I'm trying to optimize our storage backend once more. We currently am able to switch between a simple RandomAccessFile and a BerkeleyDB backend. However I think we don't need a B-tree or something. I'm working on a treebased storage system and due to our simple node to nodePage mapping we know in advance without any index structures where the nodes reside (in which in memory NodePage). For our file backend we simply use offset values and "equip" references with this offset to the NodePages on external storage. Instead of the offset we simply used an integer-counter which is incremented after storing a databaseEntry as keys for referencing the on-disc storage. However I think a B-tree will be too much in this case and maybe another solution is way better. We store several revisions of the data using full dumps, incremental or differential dumps, however everytime storing an additional B-tree for referencing the on-disc data multiplies the cost (as it is most probably not a persistent B-tree (terminology as in persistent functional datastructures)). The latter would be very very cool, however :-) In the file backend we simply add new data at the end and as of now never delete any data before (for instance as in ZFS/Btree copy on write). In the BerkeleyDB backend we simply increment the counter everytime to store new data and reference it.

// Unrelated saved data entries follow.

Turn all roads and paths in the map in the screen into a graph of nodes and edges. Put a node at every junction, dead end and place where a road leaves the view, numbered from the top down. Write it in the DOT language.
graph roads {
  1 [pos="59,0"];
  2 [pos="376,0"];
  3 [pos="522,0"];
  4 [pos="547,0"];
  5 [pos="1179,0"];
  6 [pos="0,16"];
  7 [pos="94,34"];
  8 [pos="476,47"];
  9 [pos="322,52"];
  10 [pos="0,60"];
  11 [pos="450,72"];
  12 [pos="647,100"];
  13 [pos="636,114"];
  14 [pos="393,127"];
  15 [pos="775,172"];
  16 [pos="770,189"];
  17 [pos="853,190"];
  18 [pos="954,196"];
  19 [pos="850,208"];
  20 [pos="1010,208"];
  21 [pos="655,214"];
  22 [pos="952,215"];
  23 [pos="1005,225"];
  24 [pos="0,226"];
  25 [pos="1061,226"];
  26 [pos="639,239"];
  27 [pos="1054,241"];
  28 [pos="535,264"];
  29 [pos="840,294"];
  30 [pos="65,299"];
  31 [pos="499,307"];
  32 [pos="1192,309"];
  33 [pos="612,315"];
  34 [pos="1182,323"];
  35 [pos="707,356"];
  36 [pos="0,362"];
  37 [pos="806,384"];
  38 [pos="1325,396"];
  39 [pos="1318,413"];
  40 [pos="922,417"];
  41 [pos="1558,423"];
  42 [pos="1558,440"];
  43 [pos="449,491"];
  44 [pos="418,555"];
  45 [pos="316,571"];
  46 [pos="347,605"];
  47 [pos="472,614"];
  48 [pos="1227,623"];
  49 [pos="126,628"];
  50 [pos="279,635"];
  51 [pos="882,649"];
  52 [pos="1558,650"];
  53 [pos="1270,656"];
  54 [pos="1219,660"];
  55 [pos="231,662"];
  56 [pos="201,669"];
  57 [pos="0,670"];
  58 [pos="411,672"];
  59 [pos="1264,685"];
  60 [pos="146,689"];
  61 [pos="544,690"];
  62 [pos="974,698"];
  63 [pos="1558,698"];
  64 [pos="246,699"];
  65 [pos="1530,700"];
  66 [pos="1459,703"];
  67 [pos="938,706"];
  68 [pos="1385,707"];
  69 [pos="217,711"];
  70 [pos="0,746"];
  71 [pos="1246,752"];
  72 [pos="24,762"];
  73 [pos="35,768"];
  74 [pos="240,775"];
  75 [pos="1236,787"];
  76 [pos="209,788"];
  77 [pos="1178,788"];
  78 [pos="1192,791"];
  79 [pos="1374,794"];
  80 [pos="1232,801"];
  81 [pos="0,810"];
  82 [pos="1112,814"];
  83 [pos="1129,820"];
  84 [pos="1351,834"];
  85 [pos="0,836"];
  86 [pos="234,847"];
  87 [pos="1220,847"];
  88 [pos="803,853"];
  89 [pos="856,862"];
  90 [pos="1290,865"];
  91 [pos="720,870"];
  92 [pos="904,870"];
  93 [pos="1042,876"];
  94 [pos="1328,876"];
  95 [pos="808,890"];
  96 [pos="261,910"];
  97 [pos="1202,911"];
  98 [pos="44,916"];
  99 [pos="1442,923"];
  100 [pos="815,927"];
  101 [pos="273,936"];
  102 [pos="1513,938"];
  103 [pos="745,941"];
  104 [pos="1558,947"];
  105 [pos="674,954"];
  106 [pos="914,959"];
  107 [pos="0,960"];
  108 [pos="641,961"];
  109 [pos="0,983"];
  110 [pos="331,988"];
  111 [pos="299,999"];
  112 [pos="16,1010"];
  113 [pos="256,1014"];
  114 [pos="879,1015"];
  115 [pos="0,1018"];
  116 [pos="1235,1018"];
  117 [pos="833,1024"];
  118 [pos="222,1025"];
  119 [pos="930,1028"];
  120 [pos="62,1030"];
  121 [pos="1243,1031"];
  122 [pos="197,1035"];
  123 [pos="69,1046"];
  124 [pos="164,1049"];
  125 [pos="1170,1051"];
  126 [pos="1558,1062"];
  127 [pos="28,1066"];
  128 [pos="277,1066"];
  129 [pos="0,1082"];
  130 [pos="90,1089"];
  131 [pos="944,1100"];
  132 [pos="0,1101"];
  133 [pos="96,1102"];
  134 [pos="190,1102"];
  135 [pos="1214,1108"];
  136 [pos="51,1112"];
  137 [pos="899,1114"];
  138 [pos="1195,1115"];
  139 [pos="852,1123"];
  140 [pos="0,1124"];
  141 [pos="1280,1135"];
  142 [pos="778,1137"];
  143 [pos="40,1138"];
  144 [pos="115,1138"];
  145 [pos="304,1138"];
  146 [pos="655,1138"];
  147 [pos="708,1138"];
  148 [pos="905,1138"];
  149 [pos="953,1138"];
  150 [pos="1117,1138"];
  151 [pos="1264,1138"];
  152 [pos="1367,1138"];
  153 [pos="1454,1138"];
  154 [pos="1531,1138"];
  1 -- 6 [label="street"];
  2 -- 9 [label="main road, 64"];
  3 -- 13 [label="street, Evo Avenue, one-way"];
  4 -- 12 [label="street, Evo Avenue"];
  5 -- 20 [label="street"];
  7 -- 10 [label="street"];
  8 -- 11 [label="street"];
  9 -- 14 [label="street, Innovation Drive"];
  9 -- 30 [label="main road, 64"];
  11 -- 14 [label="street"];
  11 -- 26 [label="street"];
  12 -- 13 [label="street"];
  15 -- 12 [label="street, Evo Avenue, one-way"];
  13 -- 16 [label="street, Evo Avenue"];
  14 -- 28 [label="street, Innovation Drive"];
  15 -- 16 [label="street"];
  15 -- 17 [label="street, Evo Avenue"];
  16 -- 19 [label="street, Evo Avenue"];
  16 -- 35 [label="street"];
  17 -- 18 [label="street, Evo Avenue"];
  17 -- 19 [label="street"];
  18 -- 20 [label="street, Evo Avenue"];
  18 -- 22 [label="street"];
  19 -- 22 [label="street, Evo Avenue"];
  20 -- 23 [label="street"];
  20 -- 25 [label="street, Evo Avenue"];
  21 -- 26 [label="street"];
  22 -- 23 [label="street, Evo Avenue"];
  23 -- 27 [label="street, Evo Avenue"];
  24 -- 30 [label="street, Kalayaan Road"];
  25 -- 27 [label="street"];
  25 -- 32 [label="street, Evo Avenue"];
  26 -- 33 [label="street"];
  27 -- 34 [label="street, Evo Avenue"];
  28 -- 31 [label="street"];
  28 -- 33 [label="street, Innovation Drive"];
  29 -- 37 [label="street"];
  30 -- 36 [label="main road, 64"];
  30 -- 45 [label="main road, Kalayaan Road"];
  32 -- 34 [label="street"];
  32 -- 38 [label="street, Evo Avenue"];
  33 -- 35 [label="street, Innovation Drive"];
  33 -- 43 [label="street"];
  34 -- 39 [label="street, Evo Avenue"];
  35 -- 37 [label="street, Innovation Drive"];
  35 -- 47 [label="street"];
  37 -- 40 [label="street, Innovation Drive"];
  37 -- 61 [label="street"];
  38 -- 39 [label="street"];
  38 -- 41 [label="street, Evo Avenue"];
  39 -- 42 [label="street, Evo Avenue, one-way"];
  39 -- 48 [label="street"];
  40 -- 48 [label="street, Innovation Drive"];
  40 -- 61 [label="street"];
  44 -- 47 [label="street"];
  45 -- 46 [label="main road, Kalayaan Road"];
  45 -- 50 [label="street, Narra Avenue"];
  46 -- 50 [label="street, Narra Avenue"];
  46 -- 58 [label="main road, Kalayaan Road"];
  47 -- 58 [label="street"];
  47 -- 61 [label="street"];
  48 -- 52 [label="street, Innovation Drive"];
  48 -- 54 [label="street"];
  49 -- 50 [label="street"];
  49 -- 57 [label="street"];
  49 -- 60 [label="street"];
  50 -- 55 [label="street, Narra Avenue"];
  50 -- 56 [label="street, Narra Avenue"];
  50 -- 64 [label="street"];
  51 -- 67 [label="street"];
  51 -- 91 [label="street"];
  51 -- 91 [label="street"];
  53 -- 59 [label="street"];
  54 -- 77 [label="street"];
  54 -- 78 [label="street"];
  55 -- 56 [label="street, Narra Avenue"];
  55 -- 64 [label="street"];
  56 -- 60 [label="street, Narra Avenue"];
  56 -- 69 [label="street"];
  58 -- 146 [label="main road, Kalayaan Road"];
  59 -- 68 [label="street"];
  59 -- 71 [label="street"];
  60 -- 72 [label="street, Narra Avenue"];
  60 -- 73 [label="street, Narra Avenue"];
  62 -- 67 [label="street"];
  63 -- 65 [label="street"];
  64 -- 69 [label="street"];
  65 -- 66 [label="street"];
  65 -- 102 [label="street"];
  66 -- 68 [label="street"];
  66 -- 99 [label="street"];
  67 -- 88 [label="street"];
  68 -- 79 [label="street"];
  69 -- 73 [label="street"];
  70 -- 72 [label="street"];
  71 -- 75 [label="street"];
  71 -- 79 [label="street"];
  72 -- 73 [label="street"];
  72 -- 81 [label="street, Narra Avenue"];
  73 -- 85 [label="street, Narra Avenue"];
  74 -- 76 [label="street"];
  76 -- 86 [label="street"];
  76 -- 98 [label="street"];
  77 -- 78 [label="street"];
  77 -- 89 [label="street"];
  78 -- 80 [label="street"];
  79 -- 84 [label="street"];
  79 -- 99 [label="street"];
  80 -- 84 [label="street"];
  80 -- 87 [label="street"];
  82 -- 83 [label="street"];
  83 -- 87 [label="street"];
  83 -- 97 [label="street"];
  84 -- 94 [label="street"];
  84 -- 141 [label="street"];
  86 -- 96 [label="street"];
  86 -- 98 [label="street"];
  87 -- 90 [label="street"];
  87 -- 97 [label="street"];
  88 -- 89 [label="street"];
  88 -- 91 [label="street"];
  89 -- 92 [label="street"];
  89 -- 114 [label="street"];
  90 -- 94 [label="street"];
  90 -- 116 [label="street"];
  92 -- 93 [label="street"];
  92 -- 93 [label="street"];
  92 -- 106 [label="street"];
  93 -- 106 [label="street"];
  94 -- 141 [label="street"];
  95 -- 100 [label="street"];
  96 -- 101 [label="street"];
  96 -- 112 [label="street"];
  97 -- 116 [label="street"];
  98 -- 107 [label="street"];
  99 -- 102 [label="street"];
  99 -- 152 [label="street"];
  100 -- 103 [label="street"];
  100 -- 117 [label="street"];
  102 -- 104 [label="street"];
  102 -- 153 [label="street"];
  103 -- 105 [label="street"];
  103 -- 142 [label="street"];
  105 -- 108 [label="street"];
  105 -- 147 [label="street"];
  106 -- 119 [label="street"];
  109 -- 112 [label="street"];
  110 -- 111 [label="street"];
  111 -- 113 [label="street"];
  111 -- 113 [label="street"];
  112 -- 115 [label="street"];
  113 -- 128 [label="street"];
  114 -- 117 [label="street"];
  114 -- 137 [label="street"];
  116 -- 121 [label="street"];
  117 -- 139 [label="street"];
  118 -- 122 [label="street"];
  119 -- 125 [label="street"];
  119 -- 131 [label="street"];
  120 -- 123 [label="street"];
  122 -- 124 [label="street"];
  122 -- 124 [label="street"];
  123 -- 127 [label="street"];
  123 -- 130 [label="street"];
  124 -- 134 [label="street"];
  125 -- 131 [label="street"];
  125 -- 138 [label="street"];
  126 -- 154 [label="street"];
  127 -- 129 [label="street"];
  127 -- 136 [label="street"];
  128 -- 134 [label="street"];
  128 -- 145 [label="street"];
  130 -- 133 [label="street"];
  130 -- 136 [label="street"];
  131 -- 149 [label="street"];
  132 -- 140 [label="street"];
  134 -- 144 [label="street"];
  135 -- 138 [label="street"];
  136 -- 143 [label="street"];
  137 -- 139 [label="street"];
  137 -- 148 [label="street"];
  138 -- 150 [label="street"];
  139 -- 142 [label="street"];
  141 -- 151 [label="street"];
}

I want to provide ACID properties. We have developed a database/session/transaction layer with a BerkeleyDB transaction log for persistent storage of changes which are not commited used as a second cache in case not enough main memory or currently a simple Google Guava cache is full (which is also used by the file backend). Maybe it would also be sufficient to use a simple log-file.
However I think it's complex to guarantee rollbacks of partly commited transactions in case of power failures and it's just small open source project started at the university with another focus plus I'm the only commiter working on some simple index structures ;-) I think it's necessary to guarantee consistency of the storage even if something happened during a transaction commit, that's probably why we provide a Java BerkeleyDB backend (the original project Treetank was started by a Ph.D. student and is now maintained by another one, but I've changed so many things that I thought I'd fork it, plus we don't agree on all modifications ;-)).
I'm also not sure how to implement a fail safe commit. At first I thought about a simple lock-file which is deleted afterwards, and a checkpoint mark in the file to remove everything, that is searching the mark and then remove everything until the end of the file if the lock-file still exists. This would also make the other transaction-log unnecessary :-)
Other than that but I assume that is not possibly I try to omit the Btree from BerkeleyDB. ;-) I think BerkeleyDB simply uses RandomAccessFiles, too. So it would be great if one can directly reference stored data by their offset in the file. But I assume I have to implement something for our file based backend.
Ok, if you need transactions, that's a good reason to use a database. The converse question is: What's wrong with your current use of BDB, what problem are you trying to solve with it? I think the answer is that you're trying to improve performance, and you think if BDB could provide an access method where the direct file offset is passed into the access methods, it would be faster. That's not practical, because the physical address of records on disk changes over time, for example, when the log cleaner migrates records forward.
To improve performance with BDB, a better approach is to read the FAQ performance section and (as recommended there) start by running DbCacheSize to see if your cache is large enough to hold all BINs. And if you're not on JE 5 yet, upgrade to JE 5 to get its performance improvements.